PROBLEM TO SOLVE: Figure out the number of lines in the data that hold the string "rows". Reply with that figure only.

PROVIDED DATA:
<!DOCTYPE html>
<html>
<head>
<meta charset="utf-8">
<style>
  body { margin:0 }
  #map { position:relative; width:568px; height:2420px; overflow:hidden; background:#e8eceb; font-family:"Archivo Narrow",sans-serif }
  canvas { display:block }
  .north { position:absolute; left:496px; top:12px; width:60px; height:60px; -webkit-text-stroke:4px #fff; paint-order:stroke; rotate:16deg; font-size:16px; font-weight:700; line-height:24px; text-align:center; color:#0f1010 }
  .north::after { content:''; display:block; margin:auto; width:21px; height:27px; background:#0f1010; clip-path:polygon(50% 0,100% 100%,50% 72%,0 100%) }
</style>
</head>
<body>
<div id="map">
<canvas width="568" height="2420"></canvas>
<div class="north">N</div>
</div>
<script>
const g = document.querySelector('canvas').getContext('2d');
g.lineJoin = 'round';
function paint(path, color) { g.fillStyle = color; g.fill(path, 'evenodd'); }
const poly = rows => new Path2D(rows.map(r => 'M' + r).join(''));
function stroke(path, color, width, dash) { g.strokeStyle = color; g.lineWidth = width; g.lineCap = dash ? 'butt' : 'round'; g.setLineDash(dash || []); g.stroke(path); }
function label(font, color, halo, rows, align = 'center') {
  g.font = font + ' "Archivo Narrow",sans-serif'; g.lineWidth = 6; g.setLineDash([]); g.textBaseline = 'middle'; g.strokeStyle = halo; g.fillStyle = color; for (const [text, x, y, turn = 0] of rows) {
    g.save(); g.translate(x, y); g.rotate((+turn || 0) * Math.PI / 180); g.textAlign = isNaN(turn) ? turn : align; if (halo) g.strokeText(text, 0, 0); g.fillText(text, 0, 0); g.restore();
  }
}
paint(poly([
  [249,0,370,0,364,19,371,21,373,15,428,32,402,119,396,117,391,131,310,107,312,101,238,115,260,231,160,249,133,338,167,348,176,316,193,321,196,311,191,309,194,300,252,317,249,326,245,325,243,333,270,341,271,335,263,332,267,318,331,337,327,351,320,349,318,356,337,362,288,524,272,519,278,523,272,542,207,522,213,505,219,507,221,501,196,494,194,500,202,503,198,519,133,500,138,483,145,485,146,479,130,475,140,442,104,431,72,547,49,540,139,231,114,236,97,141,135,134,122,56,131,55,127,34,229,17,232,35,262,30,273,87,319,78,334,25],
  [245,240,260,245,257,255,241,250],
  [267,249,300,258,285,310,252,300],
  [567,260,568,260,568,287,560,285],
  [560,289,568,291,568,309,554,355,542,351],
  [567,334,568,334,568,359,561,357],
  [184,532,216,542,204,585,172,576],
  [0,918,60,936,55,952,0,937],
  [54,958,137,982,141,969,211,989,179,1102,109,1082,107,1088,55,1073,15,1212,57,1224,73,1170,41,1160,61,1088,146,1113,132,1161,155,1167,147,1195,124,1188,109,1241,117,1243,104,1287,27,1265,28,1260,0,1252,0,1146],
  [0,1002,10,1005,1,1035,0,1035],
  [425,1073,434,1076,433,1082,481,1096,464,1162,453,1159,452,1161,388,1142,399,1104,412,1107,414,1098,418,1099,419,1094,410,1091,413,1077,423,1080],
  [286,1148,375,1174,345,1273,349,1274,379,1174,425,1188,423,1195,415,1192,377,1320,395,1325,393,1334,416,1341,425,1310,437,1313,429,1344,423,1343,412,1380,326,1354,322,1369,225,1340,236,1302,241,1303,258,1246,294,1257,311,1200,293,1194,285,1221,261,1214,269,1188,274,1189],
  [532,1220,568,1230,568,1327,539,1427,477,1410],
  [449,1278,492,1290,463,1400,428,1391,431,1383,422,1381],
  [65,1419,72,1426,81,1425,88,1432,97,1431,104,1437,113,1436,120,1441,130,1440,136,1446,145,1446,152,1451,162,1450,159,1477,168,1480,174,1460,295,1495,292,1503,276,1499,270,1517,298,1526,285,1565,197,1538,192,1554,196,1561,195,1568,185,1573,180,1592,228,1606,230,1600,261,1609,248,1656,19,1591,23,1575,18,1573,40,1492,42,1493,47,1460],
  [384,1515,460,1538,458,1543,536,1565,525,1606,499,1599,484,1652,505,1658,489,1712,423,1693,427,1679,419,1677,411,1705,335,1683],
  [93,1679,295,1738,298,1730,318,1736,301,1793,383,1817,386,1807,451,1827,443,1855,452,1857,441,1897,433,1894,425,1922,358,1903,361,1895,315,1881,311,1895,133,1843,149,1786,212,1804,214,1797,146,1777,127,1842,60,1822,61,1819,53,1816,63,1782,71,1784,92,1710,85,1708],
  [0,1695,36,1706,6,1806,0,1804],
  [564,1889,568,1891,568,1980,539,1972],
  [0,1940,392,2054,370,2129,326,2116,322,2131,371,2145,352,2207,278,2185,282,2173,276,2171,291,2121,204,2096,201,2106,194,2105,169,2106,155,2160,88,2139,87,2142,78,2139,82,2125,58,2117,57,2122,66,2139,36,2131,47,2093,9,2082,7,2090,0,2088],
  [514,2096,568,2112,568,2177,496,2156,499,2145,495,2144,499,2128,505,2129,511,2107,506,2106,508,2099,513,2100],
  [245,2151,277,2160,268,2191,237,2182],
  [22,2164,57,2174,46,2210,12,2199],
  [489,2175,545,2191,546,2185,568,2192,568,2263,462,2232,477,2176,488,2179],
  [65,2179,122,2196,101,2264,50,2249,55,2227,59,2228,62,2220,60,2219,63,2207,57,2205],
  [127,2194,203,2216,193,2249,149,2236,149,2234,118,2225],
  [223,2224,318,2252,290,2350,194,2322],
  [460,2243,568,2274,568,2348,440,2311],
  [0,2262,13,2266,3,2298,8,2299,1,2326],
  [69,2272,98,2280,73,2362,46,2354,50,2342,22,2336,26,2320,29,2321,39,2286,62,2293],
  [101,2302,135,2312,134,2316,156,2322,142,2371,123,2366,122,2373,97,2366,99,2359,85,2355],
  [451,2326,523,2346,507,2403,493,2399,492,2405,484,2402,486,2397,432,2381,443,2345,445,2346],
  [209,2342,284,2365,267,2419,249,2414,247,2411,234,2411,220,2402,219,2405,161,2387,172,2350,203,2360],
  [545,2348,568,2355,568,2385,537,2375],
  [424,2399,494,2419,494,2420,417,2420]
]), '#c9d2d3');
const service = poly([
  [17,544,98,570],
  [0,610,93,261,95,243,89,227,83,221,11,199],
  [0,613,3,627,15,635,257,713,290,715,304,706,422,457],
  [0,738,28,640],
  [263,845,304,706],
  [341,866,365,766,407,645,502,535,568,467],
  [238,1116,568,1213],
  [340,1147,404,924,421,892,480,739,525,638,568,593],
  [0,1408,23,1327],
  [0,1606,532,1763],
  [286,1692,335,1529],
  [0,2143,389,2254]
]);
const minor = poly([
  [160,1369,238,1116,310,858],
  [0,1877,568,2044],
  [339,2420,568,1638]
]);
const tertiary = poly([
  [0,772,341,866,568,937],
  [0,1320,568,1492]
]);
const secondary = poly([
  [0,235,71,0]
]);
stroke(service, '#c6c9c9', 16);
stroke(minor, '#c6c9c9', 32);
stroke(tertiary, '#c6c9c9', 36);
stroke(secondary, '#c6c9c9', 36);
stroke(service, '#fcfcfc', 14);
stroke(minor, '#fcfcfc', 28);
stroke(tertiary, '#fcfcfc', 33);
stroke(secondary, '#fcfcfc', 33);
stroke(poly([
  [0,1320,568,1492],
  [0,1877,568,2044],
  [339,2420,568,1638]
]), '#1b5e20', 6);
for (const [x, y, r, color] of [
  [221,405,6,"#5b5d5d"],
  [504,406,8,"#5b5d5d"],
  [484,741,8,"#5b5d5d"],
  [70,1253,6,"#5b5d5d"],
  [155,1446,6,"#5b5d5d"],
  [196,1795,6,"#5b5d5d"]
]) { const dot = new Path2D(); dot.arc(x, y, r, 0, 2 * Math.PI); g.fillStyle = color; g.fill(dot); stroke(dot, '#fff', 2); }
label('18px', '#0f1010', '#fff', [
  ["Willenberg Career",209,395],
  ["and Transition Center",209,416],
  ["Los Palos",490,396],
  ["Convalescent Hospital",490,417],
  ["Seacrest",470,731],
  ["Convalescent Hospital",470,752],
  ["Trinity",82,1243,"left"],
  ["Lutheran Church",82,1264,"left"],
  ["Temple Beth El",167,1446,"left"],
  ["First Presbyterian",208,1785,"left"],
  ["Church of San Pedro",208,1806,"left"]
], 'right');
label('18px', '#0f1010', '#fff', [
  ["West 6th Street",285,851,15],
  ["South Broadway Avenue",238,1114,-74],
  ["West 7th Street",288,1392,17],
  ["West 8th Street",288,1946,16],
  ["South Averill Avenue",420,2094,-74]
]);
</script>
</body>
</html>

WRITTEN ANSWER: 3